| What this task involves |
Please retype the data in full and exactly; the pictures are not part of the copy.

[Dataset records]
+ + + + +

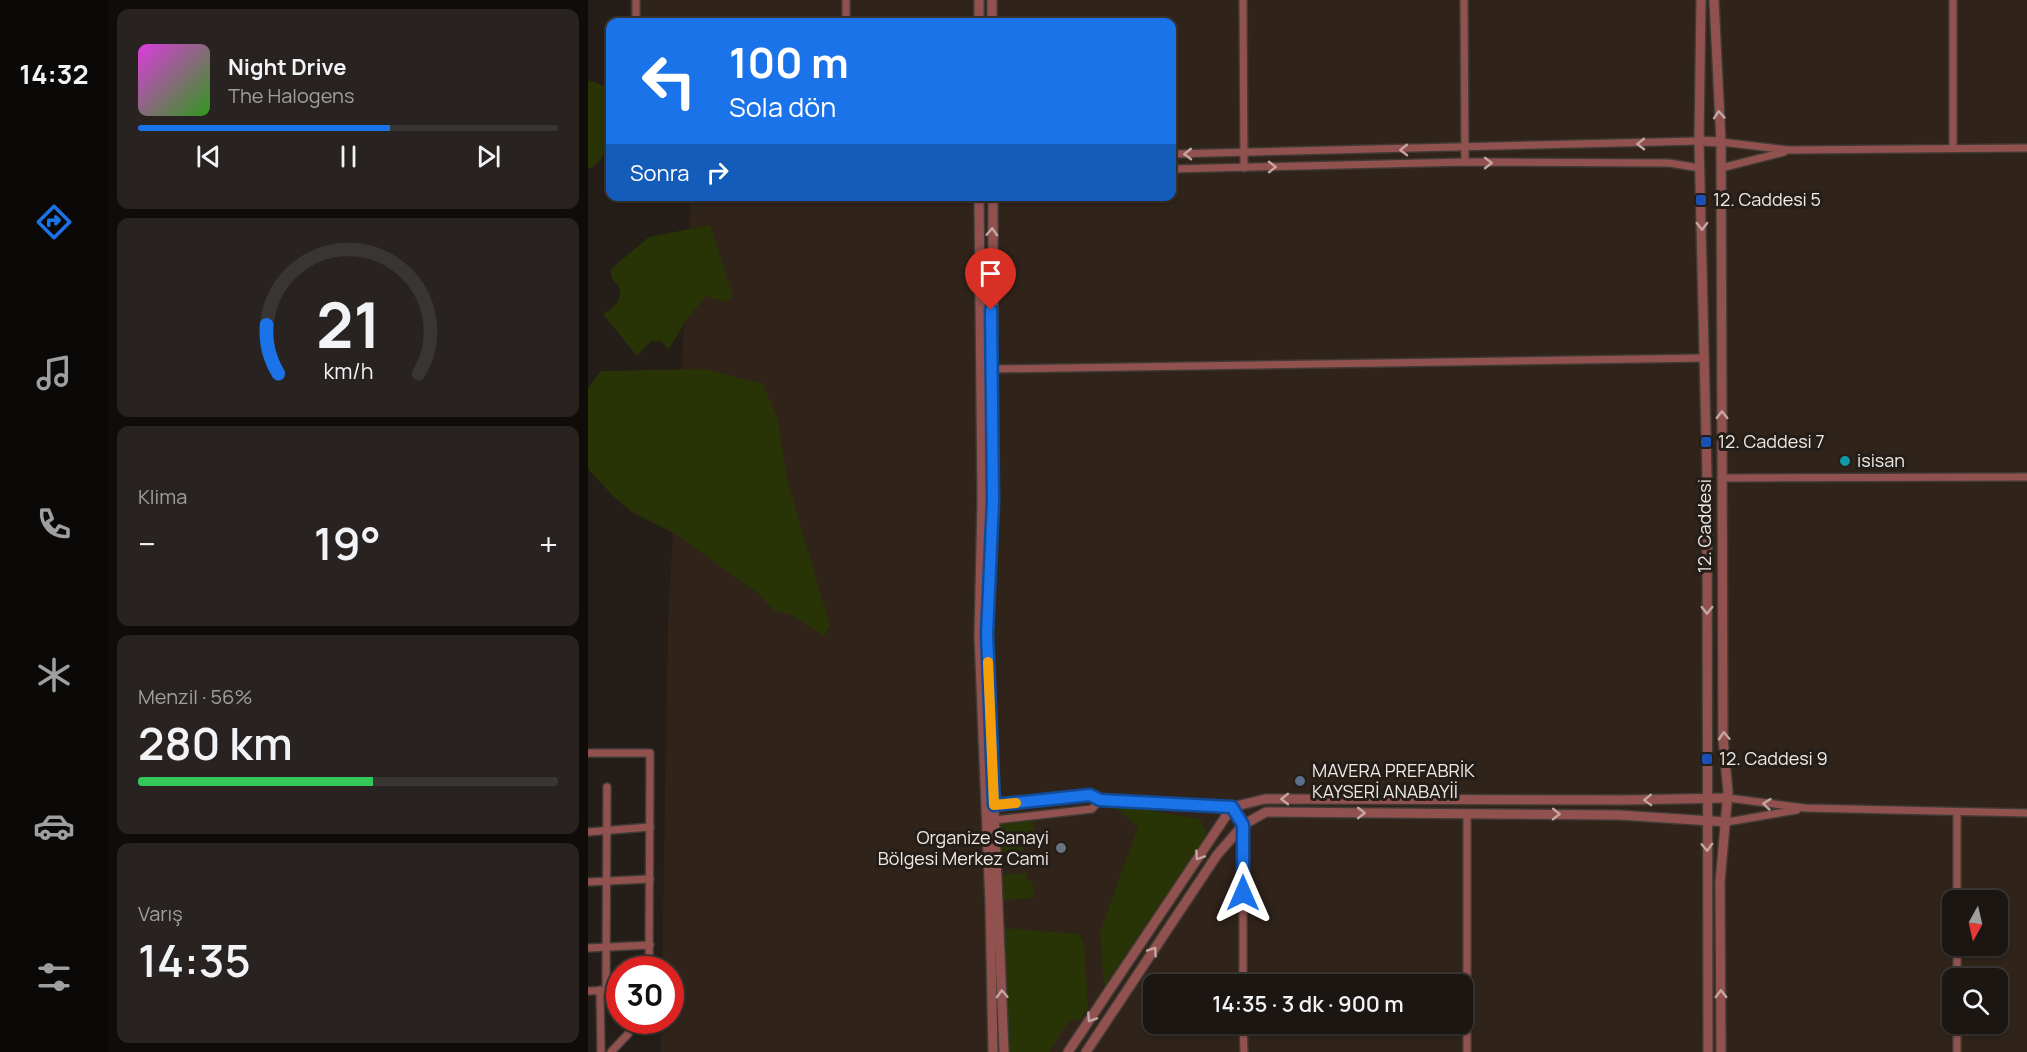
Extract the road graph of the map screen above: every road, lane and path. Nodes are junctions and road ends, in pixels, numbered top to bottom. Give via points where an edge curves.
1 (636, 0) edge
2 (846, 0) edge
3 (979, 0) edge
4 (992, 0) edge
5 (1243, 0) edge
6 (1464, 0) edge
7 (1701, 0) edge
8 (1714, 0) edge
9 (1953, 0) edge
10 (636, 18) edge
11 (846, 18) edge
12 (979, 18) edge
13 (992, 18) edge
14 (1699, 141) junction
15 (1721, 142) junction
16 (1953, 148) junction
17 (2027, 148) edge
18 (1465, 149) junction
19 (1789, 150) junction
20 (1244, 153) junction
21 (1176, 154) edge
22 (1465, 162) junction
23 (1244, 168) junction
24 (1700, 168) junction
25 (1721, 168) junction
26 (1176, 169) edge
27 (979, 201) edge
28 (993, 201) edge
29 (1705, 358) junction
30 (992, 369) junction
31 (2027, 477) edge
32 (1721, 478) junction
33 (588, 753) edge
34 (607, 787) dead end
35 (1706, 798) junction
36 (1728, 798) junction
37 (1100, 800) junction
38 (1467, 801) junction
39 (994, 805) junction
40 (1232, 807) junction
41 (1805, 808) junction
42 (1957, 812) junction
43 (2027, 813) edge
44 (1467, 814) junction
45 (994, 820) junction
46 (1707, 822) junction
47 (1727, 822) junction
48 (1243, 825) junction
49 (650, 827) junction
50 (605, 830) junction
51 (588, 832) edge
52 (650, 879) junction
53 (605, 881) junction
54 (588, 882) edge
55 (1957, 890) edge
56 (650, 945) junction
57 (606, 947) junction
58 (588, 948) edge
59 (650, 956) edge
60 (1243, 974) edge
61 (603, 990) junction
62 (588, 992) edge
63 (628, 1034) edge
64 (1244, 1034) edge
65 (1957, 1034) edge
66 (601, 1052) edge
67 (611, 1052) edge
68 (993, 1052) edge
69 (1004, 1052) edge
70 (1068, 1052) edge
71 (1086, 1052) edge
72 (1244, 1052) edge
73 (1467, 1052) edge
74 (1708, 1052) edge
75 (1721, 1052) edge
76 (1957, 1052) edge

1 - 10 street
2 - 11 street
3 - 12 street
4 - 13 street
5 - 20 street
6 - 18 street
7 - 14 street, 12. Caddesi
15 -> 8 street, 12. Caddesi
9 - 16 street
14 - 15 street
14 -> 18 street
14 - 24 street, 12. Caddesi
15 - 19 street
15 - 25 street, 12. Caddesi
16 - 17 street
16 - 19 street
18 -> 20 street
18 - 22 street
19 - 25 street
20 -> 21 street
20 - 23 street
23 -> 22 street
22 -> 24 street via 1669,163
23 - 26 street
24 - 25 street
24 -> 29 street, 12. Caddesi
32 -> 25 street, 12. Caddesi
27 - 68 street via 979,636
30 -> 28 street
29 - 30 street
29 -> 35 street, 12. Caddesi
30 - 39 street via 993,501 987,634
31 - 32 street
36 -> 32 street, 12. Caddesi via 1723,738
33 - 49 street via 650,753
34 - 50 street
35 - 36 street
35 -> 38 street
35 - 46 street, 12. Caddesi
41 -> 36 street
36 - 47 street, 12. Caddesi
37 - 39 street via 1090,795
37 - 40 street
37 - 45 street via 1092,809
38 -> 40 street via 1265,799
38 - 44 street
39 - 45 street
40 - 48 street
40 -> 70 street
41 - 42 street
41 - 47 street
42 - 43 street
42 - 55 street
44 -> 46 street via 1619,815
48 -> 44 street via 1266,812
44 - 73 street
69 -> 45 street
46 - 47 street
46 -> 74 street, 12. Caddesi
75 -> 47 street, 12. Caddesi via 1720,882
48 - 60 street
71 -> 48 street via 1217,855
49 - 50 street
49 - 52 street
50 - 51 street
50 - 53 street
52 - 53 street
52 - 56 street
53 - 54 street
53 - 57 street
56 - 57 street
56 - 59 street
57 - 58 street
57 - 61 street
61 - 62 street
61 - 66 street
63 - 67 street
64 - 72 street
65 - 76 street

+ + + + +

| Finished task |
Extract the road graph of the map screen above: every road, lane and path. Nodes are junctions and road ends, in pixels, numbered top to bottom. Give via points where an edge curves.
1 (636, 0) edge
2 (846, 0) edge
3 (979, 0) edge
4 (992, 0) edge
5 (1243, 0) edge
6 (1464, 0) edge
7 (1701, 0) edge
8 (1714, 0) edge
9 (1953, 0) edge
10 (636, 18) edge
11 (846, 18) edge
12 (979, 18) edge
13 (992, 18) edge
14 (1699, 141) junction
15 (1721, 142) junction
16 (1953, 148) junction
17 (2027, 148) edge
18 (1465, 149) junction
19 (1789, 150) junction
20 (1244, 153) junction
21 (1176, 154) edge
22 (1465, 162) junction
23 (1244, 168) junction
24 (1700, 168) junction
25 (1721, 168) junction
26 (1176, 169) edge
27 (979, 201) edge
28 (993, 201) edge
29 (1705, 358) junction
30 (992, 369) junction
31 (2027, 477) edge
32 (1721, 478) junction
33 (588, 753) edge
34 (607, 787) dead end
35 (1706, 798) junction
36 (1728, 798) junction
37 (1100, 800) junction
38 (1467, 801) junction
39 (994, 805) junction
40 (1232, 807) junction
41 (1805, 808) junction
42 (1957, 812) junction
43 (2027, 813) edge
44 (1467, 814) junction
45 (994, 820) junction
46 (1707, 822) junction
47 (1727, 822) junction
48 (1243, 825) junction
49 (650, 827) junction
50 (605, 830) junction
51 (588, 832) edge
52 (650, 879) junction
53 (605, 881) junction
54 (588, 882) edge
55 (1957, 890) edge
56 (650, 945) junction
57 (606, 947) junction
58 (588, 948) edge
59 (650, 956) edge
60 (1243, 974) edge
61 (603, 990) junction
62 (588, 992) edge
63 (628, 1034) edge
64 (1244, 1034) edge
65 (1957, 1034) edge
66 (601, 1052) edge
67 (611, 1052) edge
68 (993, 1052) edge
69 (1004, 1052) edge
70 (1068, 1052) edge
71 (1086, 1052) edge
72 (1244, 1052) edge
73 (1467, 1052) edge
74 (1708, 1052) edge
75 (1721, 1052) edge
76 (1957, 1052) edge

1 - 10 street
2 - 11 street
3 - 12 street
4 - 13 street
5 - 20 street
6 - 18 street
7 - 14 street, 12. Caddesi
15 -> 8 street, 12. Caddesi
9 - 16 street
14 - 15 street
14 -> 18 street
14 - 24 street, 12. Caddesi
15 - 19 street
15 - 25 street, 12. Caddesi
16 - 17 street
16 - 19 street
18 -> 20 street
18 - 22 street
19 - 25 street
20 -> 21 street
20 - 23 street
23 -> 22 street
22 -> 24 street via 1669,163
23 - 26 street
24 - 25 street
24 -> 29 street, 12. Caddesi
32 -> 25 street, 12. Caddesi
27 - 68 street via 979,636
30 -> 28 street
29 - 30 street
29 -> 35 street, 12. Caddesi
30 - 39 street via 993,501 987,634
31 - 32 street
36 -> 32 street, 12. Caddesi via 1723,738
33 - 49 street via 650,753
34 - 50 street
35 - 36 street
35 -> 38 street
35 - 46 street, 12. Caddesi
41 -> 36 street
36 - 47 street, 12. Caddesi
37 - 39 street via 1090,795
37 - 40 street
37 - 45 street via 1092,809
38 -> 40 street via 1265,799
38 - 44 street
39 - 45 street
40 - 48 street
40 -> 70 street
41 - 42 street
41 - 47 street
42 - 43 street
42 - 55 street
44 -> 46 street via 1619,815
48 -> 44 street via 1266,812
44 - 73 street
69 -> 45 street
46 - 47 street
46 -> 74 street, 12. Caddesi
75 -> 47 street, 12. Caddesi via 1720,882
48 - 60 street
71 -> 48 street via 1217,855
49 - 50 street
49 - 52 street
50 - 51 street
50 - 53 street
52 - 53 street
52 - 56 street
53 - 54 street
53 - 57 street
56 - 57 street
56 - 59 street
57 - 58 street
57 - 61 street
61 - 62 street
61 - 66 street
63 - 67 street
64 - 72 street
65 - 76 street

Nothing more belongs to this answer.